Saturday, December 1, 2012

Upper Echelon gaming - Rebellion Era Traveller & Endgame D&D

Thinking back a bit upon my notes and impressions of Out of the Darkness, I realize that the issue I have with time lines for game settings might be one of perspective. Who are those written for? Who could make us of them, and how?

So, for me as a GM, when I start a game I do it in a local, clearly delineated, area according to the principle of starting small. But, that usually means the player characters are going to be local and small. Nothing wrong with that, especially if it's a rich world with a lot of detail. But, If you do that, those earth shattering events in the time line will go unnoticed, and more importantly, the players wont ever get involved.

Apparently, in order to make those events useful for your game, you need to get the players involved in those earth shattering events that shape your campaign. If we take the example of the Rebellion in the Traveller universe, most of the details we get in the official source books talk about the figure heads of the factions, and things like strategic evens like which worlds to defend when that other throne pretender comes knocking on the door.

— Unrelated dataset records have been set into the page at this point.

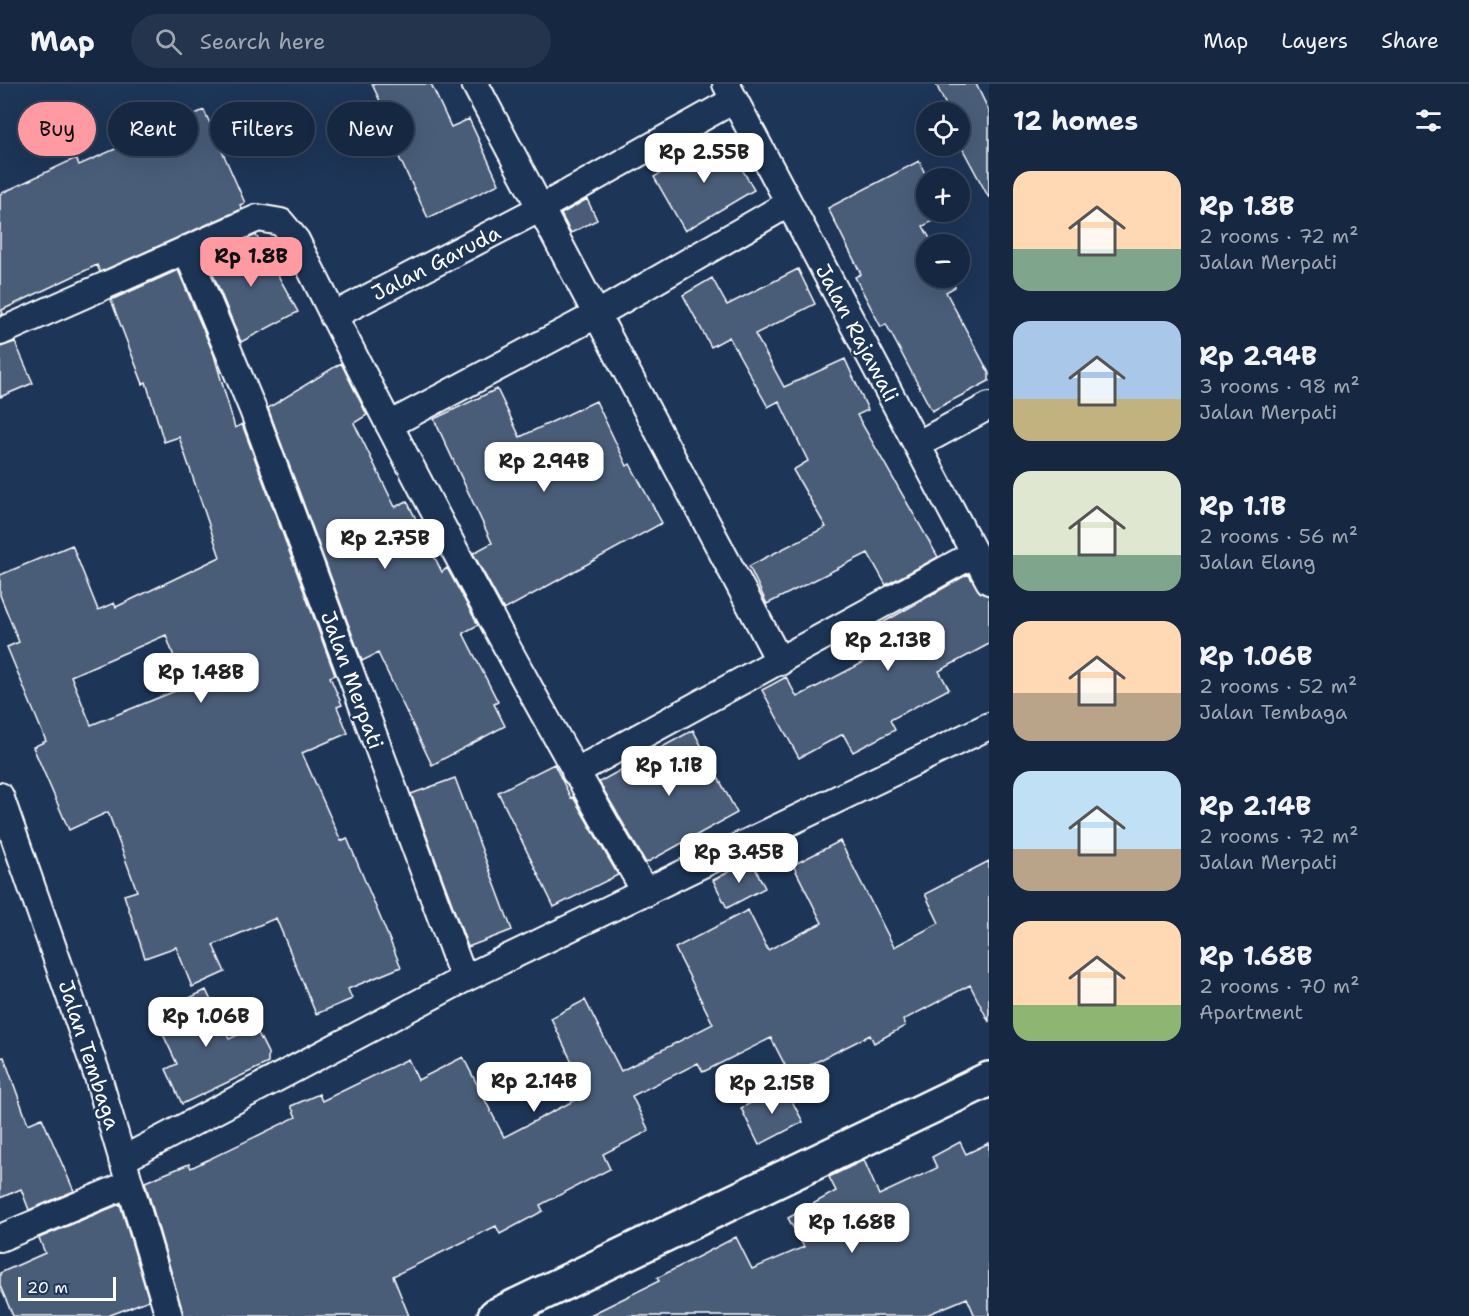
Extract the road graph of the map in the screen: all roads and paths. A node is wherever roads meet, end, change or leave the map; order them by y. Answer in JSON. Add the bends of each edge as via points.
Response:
{"nodes":[{"id":1,"x":475,"y":84,"type":"edge"},
{"id":2,"x":730,"y":92,"type":"edge"},
{"id":3,"x":788,"y":204,"type":"junction"},
{"id":4,"x":539,"y":209,"type":"junction"},
{"id":5,"x":186,"y":249,"type":"junction"},
{"id":6,"x":596,"y":315,"type":"junction"},
{"id":7,"x":333,"y":316,"type":"junction"},
{"id":8,"x":0,"y":332,"type":"edge"},
{"id":9,"x":989,"y":406,"type":"edge"},
{"id":10,"x":389,"y":425,"type":"junction"},
{"id":11,"x":917,"y":445,"type":"junction"},
{"id":12,"x":974,"y":554,"type":"junction"},
{"id":13,"x":989,"y":581,"type":"edge"},
{"id":14,"x":780,"y":662,"type":"junction"},
{"id":15,"x":989,"y":726,"type":"edge"},
{"id":16,"x":575,"y":772,"type":"junction"},
{"id":17,"x":0,"y":796,"type":"edge"},
{"id":18,"x":646,"y":893,"type":"junction"},
{"id":19,"x":464,"y":979,"type":"junction"},
{"id":20,"x":988,"y":1083,"type":"edge"},
{"id":21,"x":126,"y":1172,"type":"junction"},
{"id":22,"x":0,"y":1238,"type":"edge"},
{"id":23,"x":169,"y":1316,"type":"edge"},
{"id":24,"x":495,"y":1316,"type":"edge"}],
"edges":[{"from":1,"to":4,"type":"street"},
{"from":2,"to":3,"type":"street","name":"Jalan Rajawali"},
{"from":2,"to":4,"type":"street","name":"Jalan Garuda"},
{"from":3,"to":6,"type":"street"},
{"from":3,"to":11,"type":"street","name":"Jalan Rajawali"},
{"from":4,"to":6,"type":"street"},
{"from":4,"to":7,"type":"street","name":"Jalan Garuda"},
{"from":5,"to":7,"type":"street","via":[[258,218],[281,222],[296,240]]},
{"from":5,"to":8,"type":"street"},
{"from":5,"to":19,"type":"street","name":"Jalan Merpati","via":[[253,410]]},
{"from":6,"to":10,"type":"street"},
{"from":6,"to":14,"type":"street"},
{"from":7,"to":10,"type":"street"},
{"from":9,"to":11,"type":"street"},
{"from":10,"to":16,"type":"street"},
{"from":11,"to":12,"type":"street","name":"Jalan Rajawali"},
{"from":12,"to":13,"type":"street","name":"Jalan Rajawali"},
{"from":12,"to":14,"type":"street"},
{"from":14,"to":16,"type":"street"},
{"from":15,"to":18,"type":"street"},
{"from":16,"to":18,"type":"street"},
{"from":17,"to":21,"type":"street","name":"Jalan Tembaga","via":[[98,1077]]},
{"from":18,"to":19,"type":"street"},
{"from":19,"to":21,"type":"street"},
{"from":20,"to":24,"type":"main road"},
{"from":21,"to":22,"type":"street"},
{"from":21,"to":23,"type":"street","name":"Jalan Tembaga"}]}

How often do your players get to take those kinds of decisions?

As often as that, eh?

It seems like what you need to do is not to start small, as in that small farming community in the wilderlands, but big. Since it still makes sense not to overwhelm your players with information, I gather we here have a potential for trouble. How to do big in a small way?

The thing here, I think, is to thrust the players into the upper echelons of society. They need to be where it happens. If they are not the ones with a hand on the wheel when the flagship engages the enemy they at least needs to be able to look over the shoulder of the guy who has. Naturally, it could mean NPC doing cool stuff while the players look on, so care needs to be taken. Also, I'm not sure how to combine this with the free wheeling sandbox play held so high in some circles. Actually, I'd love to hear how people running those kinds of games handle these kind of problems.

What's my suggestion then?

For a campaign like the Rebellion in Traveller this is what I'd do.

  1. Make all characters nobles. Set SOC at 10+1d4
  2. Have a family and sibling generation system, to make sure inheritance and dynastic issues will crop up
  3. Everyone should have a personal patron, so there are multiple and conflicting loyalties
  4. Generate contacts during character generation. This I actually did when I last tried running Traveller
  5. Don't mess around with starship economics, just give the characters a starship, ok?
I'n a fantasy campaign, this is the equivalence to the so called "D&D endgame". I think some of these points might be valid there to.

If you start it like that, then you have the pieces put in place to have the actions of the characters matter on a grand scale, and also social entanglement are bound to happen.